Krawczyk and Skupsi are one of the best pairs in mixed doubles but Mirza and Bopanna dipped into their vast reservoir of experience to show that if your heart is in it then age is little more than a number. Bopanna was Mirza's first-ever mixed doubles partner when she was 14 years old and now 22 years later, the chemistry helped them scale another peak.
Both players haven't reached a Grand Slam final for a while now. Mirza had last done it in 2017 when she lost the mixed doubles Australian Open final while Bopanna too did it at the Australian Open mixed doubles in 2018 – he lost as well. Perhaps it is the familiarity – with the country, the venue and the crowd – that is pushing them forward even now.
“I’m so emotional – I'm not a crier in front of people, but I’m almost there right now,” said Mirza after the match. “I feel the love here, for the 18 years that I’ve been coming here it feels like home for me because honestly, I’ve got family here, I eat at home, I get so much home food and I have all these Indians coming out and supporting me. It’s been quite a journey, and I’m really going to miss coming back here.”
The match, though, wasn't about emotion. Rather it was Bopanna and Mirza showing how doubles can be played. They found the angles, the co-ordination was top-notch and from time to time, there was some sublime play at the net too.
“It was an amazing match, there’s a lot of nerves playing my last Slam and it’s so special to play with Rohan,” added Mirza, who plans to retire after the Dubai WTA event in February. “Rohan was my first-ever mixed doubles partner when I was 14 years old ... we’re so excited to come back here and give ourselves another chance.”
In the final, Mirza and Bopanna will face Brazil’s Luisa Stefani and Rafael Matos, who beat Australian wildcard pairing Olivia Gadecki and Marc Polmans 4-6 6-4 [11-9]. And given how Indian tennis has seemingly got stuck in a rut, Bopanna reckons a title will be just the right kind of boost.
“It’d be an absolute dream,” Bopanna said when asked what it would mean to win the trophy on Friday. “You can’t get anything better than that – to finish her last slam with a title, I think it’d be really special. We need it in India, we need to keep inspiring everyone back there.”

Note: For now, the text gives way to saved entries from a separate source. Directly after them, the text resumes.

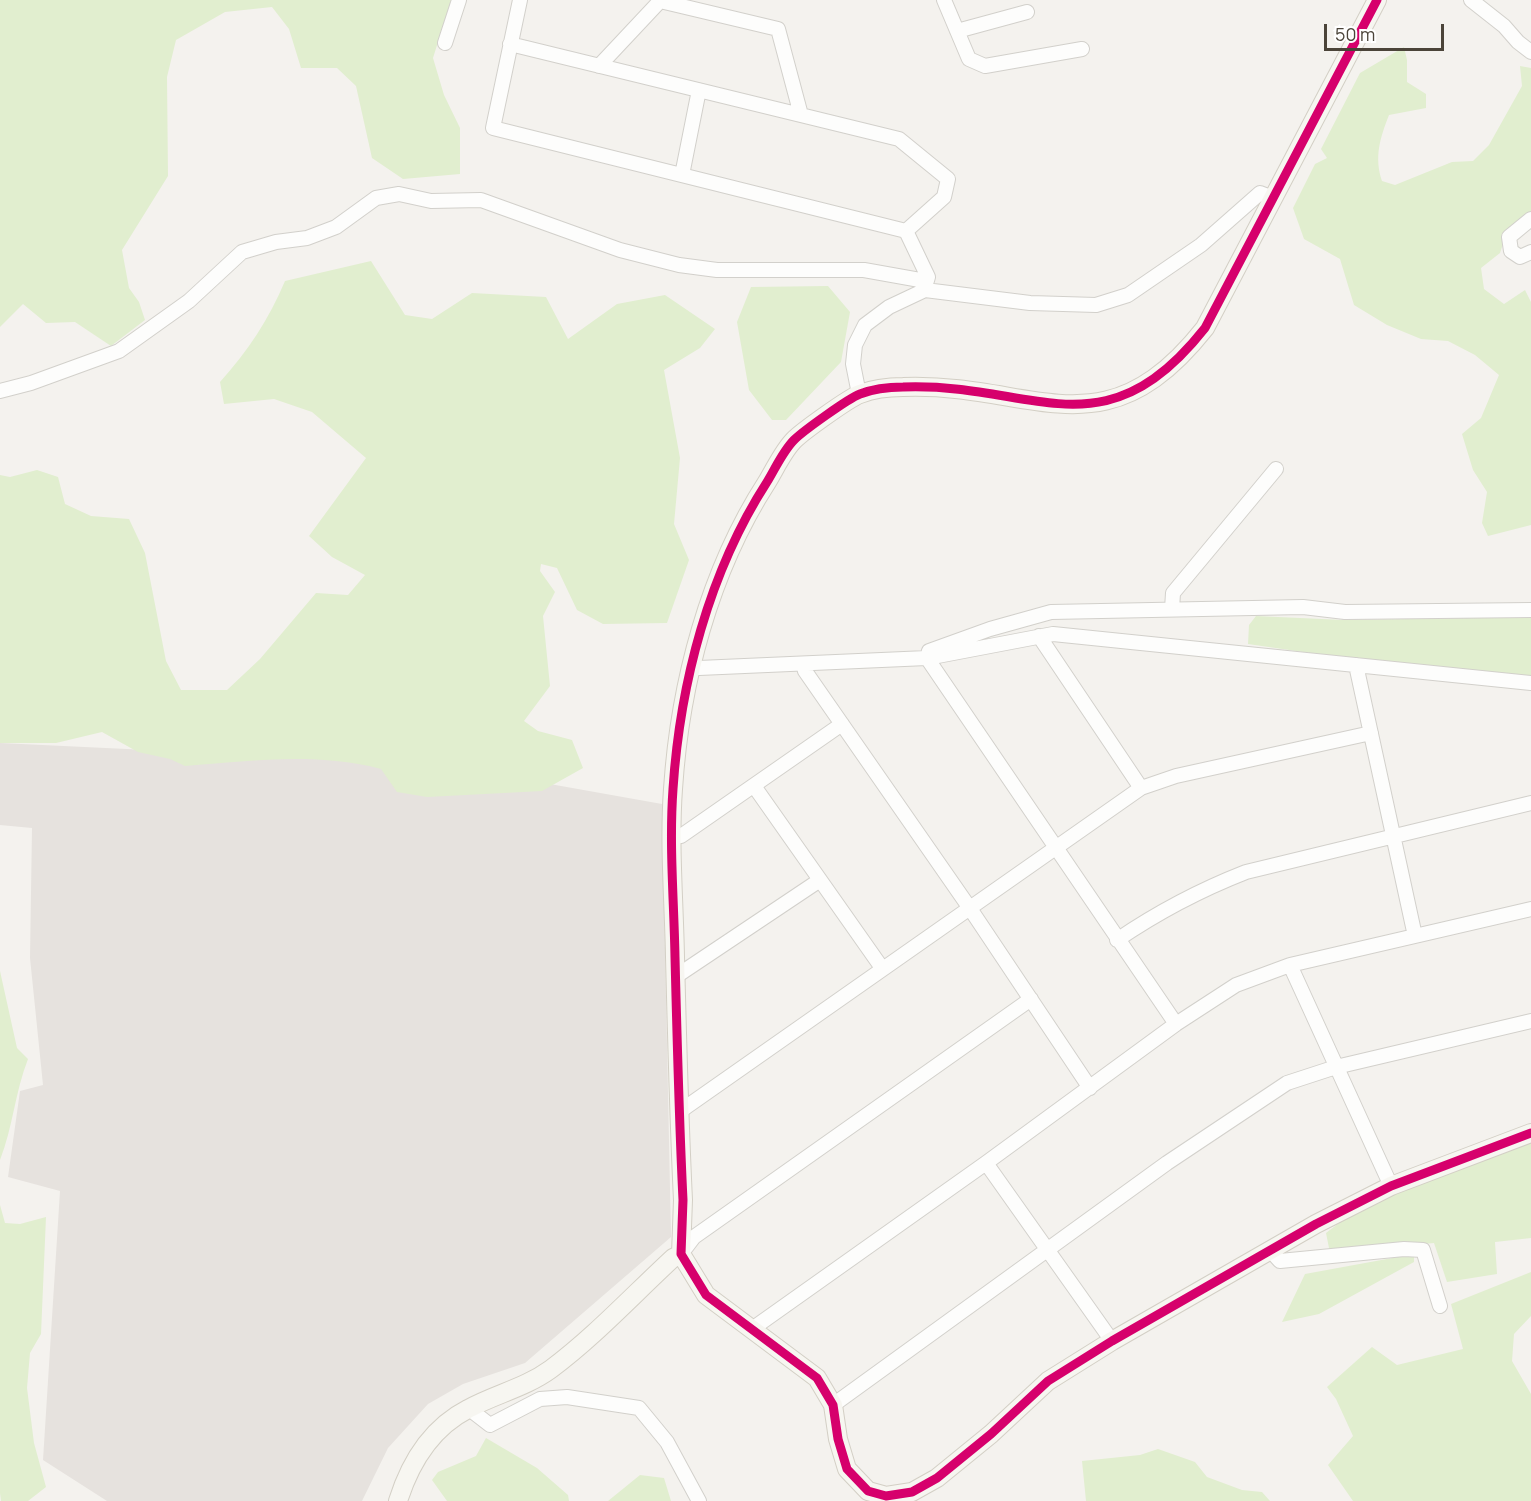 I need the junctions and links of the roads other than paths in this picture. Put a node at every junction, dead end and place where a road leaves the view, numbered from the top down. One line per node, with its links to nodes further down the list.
1 (459, 0): 8 (street)
2 (520, 0): 9 (street)
3 (944, 0): 7 (street)
4 (1377, 0): 16 (street)
5 (1471, 0): 11 (street)
6 (1027, 12): 7 (street)
7 (957, 31): 10 (street)
8 (445, 43)
9 (510, 44): 12 (street); 15 (street)
10 (1082, 49)
11 (1531, 52)
12 (599, 66): 13 (street); 14 (street)
13 (699, 90): 14 (street); 15 (street)
14 (801, 115): 18 (street)
15 (682, 175): 18 (street)
16 (1273, 198): 20 (street); 22 (street)
17 (1531, 219): 19 (street)
18 (906, 231): 20 (street)
19 (1531, 252)
20 (925, 290): 21 (street); 22 (street)
21 (0, 391)
22 (859, 394): 29 (street)
23 (1276, 469): 24 (street)
24 (1172, 609): 25 (street); 27 (street)
25 (1531, 610)
26 (1040, 636): 27 (street); 30 (street); 35 (street)
27 (927, 658): 28 (street); 39 (street)
28 (803, 664): 29 (street); 32 (street)
29 (690, 665): 38 (street)
30 (1356, 665): 31 (street); 33 (street)
31 (1531, 682)
32 (842, 724): 34 (street); 41 (street)
33 (1371, 733): 35 (street); 37 (street)
34 (754, 786): 38 (street); 40 (street)
35 (1141, 788): 39 (street)
36 (1531, 803): 37 (street)
37 (1395, 836): 43 (street); 44 (street)
38 (672, 837): 47 (street)
39 (1054, 847): 41 (street); 44 (street)
40 (820, 880): 46 (street); 47 (street)
41 (969, 907): 46 (street); 48 (street)
42 (1531, 909): 43 (street)
43 (1415, 936): 45 (street)
44 (1117, 940): 50 (street)
45 (1290, 965): 50 (street); 51 (street)
46 (882, 968): 53 (street)
47 (676, 974): 53 (street)
48 (1030, 999): 52 (street); 59 (street)
49 (1531, 1021): 51 (street)
50 (1176, 1024): 52 (street)
51 (1336, 1067): 56 (street); 57 (street)
52 (1089, 1088): 55 (street)
53 (679, 1112): 59 (street)
54 (1531, 1133): 56 (street)
55 (986, 1163): 57 (street); 61 (street)
56 (1391, 1186): 58 (street)
57 (1046, 1250): 62 (street); 63 (street)
58 (1270, 1250): 60 (street); 62 (street)
59 (681, 1254): 61 (street); 64 (street)
60 (1440, 1306)
61 (752, 1329): 63 (street)
62 (1112, 1341): 65 (street)
63 (833, 1405): 65 (street)
64 (468, 1408): 66 (street); 67 (street)
65 (887, 1499)
66 (398, 1501)
67 (699, 1501) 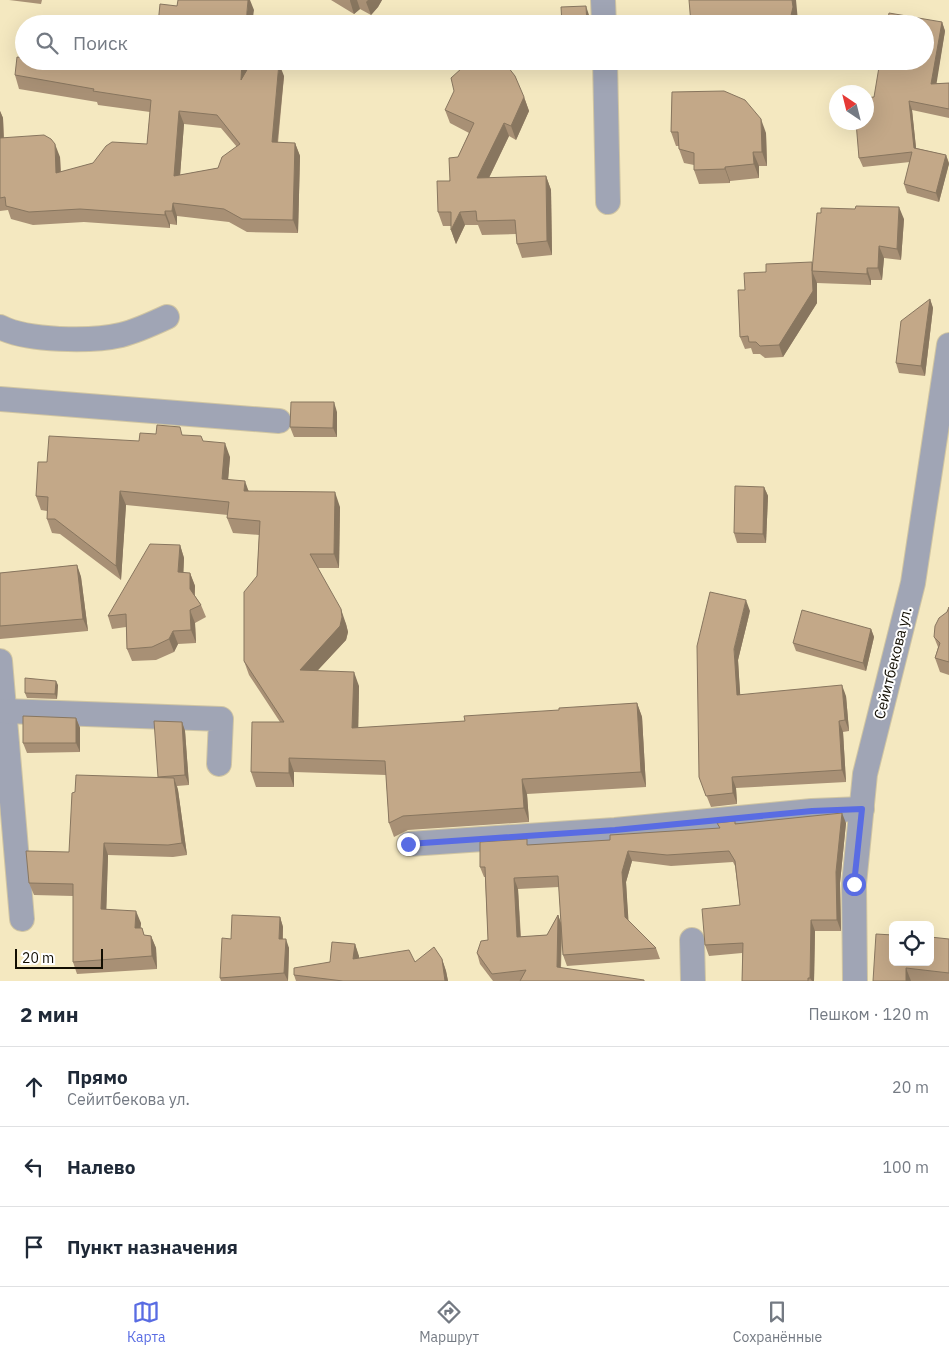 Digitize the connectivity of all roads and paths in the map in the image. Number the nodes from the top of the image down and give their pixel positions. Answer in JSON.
{"nodes":[{"id":1,"x":603,"y":0,"type":"edge"},
{"id":2,"x":604,"y":15,"type":"edge"},
{"id":3,"x":605,"y":70,"type":"edge"},
{"id":4,"x":608,"y":202,"type":"dead end"},
{"id":5,"x":167,"y":317,"type":"dead end"},
{"id":6,"x":0,"y":327,"type":"edge"},
{"id":7,"x":949,"y":346,"type":"edge"},
{"id":8,"x":0,"y":399,"type":"edge"},
{"id":9,"x":279,"y":421,"type":"dead end"},
{"id":10,"x":0,"y":661,"type":"edge"},
{"id":11,"x":5,"y":711,"type":"junction"},
{"id":12,"x":218,"y":764,"type":"dead end"},
{"id":13,"x":6,"y":786,"type":"edge"},
{"id":14,"x":862,"y":809,"type":"junction"},
{"id":15,"x":408,"y":844,"type":"dead end"},
{"id":16,"x":22,"y":919,"type":"dead end"},
{"id":17,"x":692,"y":940,"type":"dead end"},
{"id":18,"x":693,"y":981,"type":"edge"},
{"id":19,"x":855,"y":981,"type":"edge"}],
"edges":[{"from":1,"to":2,"type":"street"},
{"from":3,"to":4,"type":"street"},
{"from":5,"to":6,"type":"street"},
{"from":7,"to":14,"type":"street","name":"Сейитбекова ул."},
{"from":8,"to":9,"type":"street"},
{"from":10,"to":11,"type":"street"},
{"from":11,"to":12,"type":"street"},
{"from":11,"to":13,"type":"street"},
{"from":13,"to":16,"type":"street"},
{"from":14,"to":15,"type":"street"},
{"from":14,"to":19,"type":"street","name":"Сейитбекова ул."},
{"from":17,"to":18,"type":"street"}]}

For Mirza, this is a special tournament. She reached the singles third round in 2005 (losing to Serena Williams) and 2008 (losing to Venus Williams with Bopanna sitting in her box). Her first Major title, the 2009 Australian Open mixed doubles with Mahesh Bhupathi, came at Melbourne Park as well.
“The most special memory remains playing against Serena here when I was 18 years old, even though I lost that match, got blown off the court,” said Mirza, when asked to select her favourite Australian Open moment.
“My belief was installed there, that this is where I belong and this is where I want to be. Even though Serena won the tournament that year, for me it made me believe that a young Indian girl, the dream that I had to play in the slams, try and win them, was something that happened that year for me.
“That memory ... I’m getting goosebumps when I talk about it.”
Most Indian fans will be getting goosebumps too when Mirza and Bopanna take the court for the final. It will be the end of an era that began in Australia for Mirza and a win would sure be a great way to finish things off. Talk about a full circle and all that.